The entire space around Claudia's sleeping form was distorted in either one of two ways. Toward the direction of the headboard, beginning very close to the back of her head, yet not intersecting with her, the entire image was pinched. That is, the area was squeezed, such that an image including the headboard, the wall, and even space beyond the wall in the hallway were all compressed into the area between her hair and the headboard. When Artie passed the spectrometer over the headboard, the image came from further and further away, until the image that appeared where the wall should have been, was a compressed image of the yard outside.
Toward her feet was a different distortion, a distinct stretching of space, such that the edge of her bed extended far beyond where it should have ended, all the way toward where the opposite wall should have appeared.
"This happened at roughly 6am this morning. Just two hours before I sent Leena in here to check on Claudia. It lasts," Artie twisted the knob forward, "For no more a split second."
"It's a glitch." Steve offered.
"This device does not glitch." Artie clicked the spectrometer off and placed it back in the carpet bag. "We're dealing with a quantifiable, physical anomaly in Claudia's bed that completely enveloped her."
"Now that just sounds insulting." she muttered dryly.
"And your wit is returning to you," Artie said, dismissing the content of the quip. "You're acting more and more like the Claudia we know, as if slipping into her shedded skin."
"And now I'm reptilian."
Steve grinned, and this time it stuck.
The way he'd spoken on her behalf before and how he'd navigated around her unique situation, came off as a kind of brotherly protectiveness.
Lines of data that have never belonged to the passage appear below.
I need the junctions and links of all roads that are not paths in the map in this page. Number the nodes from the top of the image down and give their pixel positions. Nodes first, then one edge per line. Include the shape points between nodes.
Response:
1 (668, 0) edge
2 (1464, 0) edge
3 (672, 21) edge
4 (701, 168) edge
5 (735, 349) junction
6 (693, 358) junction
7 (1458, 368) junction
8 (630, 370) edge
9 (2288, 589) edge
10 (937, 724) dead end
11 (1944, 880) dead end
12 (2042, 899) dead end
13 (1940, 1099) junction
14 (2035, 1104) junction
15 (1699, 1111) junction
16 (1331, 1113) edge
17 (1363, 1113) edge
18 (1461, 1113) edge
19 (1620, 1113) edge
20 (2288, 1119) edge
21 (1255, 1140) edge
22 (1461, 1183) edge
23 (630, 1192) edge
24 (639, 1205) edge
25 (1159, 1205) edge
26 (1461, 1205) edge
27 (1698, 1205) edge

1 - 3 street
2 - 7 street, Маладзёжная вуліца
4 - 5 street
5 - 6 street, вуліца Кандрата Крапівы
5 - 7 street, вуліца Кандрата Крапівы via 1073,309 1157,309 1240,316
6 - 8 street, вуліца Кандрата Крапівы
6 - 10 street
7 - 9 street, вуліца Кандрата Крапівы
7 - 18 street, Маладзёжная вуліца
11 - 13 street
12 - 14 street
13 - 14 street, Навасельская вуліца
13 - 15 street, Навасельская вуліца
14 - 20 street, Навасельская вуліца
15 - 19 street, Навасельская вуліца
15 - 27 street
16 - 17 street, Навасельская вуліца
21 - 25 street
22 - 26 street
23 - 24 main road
Combined with the begrudging, father-like concern from Artie, and Claudia was beginning to feel overwhelmed by the investment these people had in her well-being. They were to her, still strangers, yet the Good Samaritan types, or the kindly neighbors one introduces herself to upon moving in, yet unintentionally spends the entire afternoon chatting and eating in their company. The most perturbing aspect of the situation, though, was the reciprocating feeling that had started to bud in her chest. She was a familiar person, but off by the smallest degree, and this familiar-yet-strange component of her existence might be considerably more disorienting to them.
"Artie, right? Short for Arthur?"
Artie peered over his glasses. "That's my name, yes."
"Where do we go from here?"
"We go," Artie said, gathering up his bag, "to the Warehouse."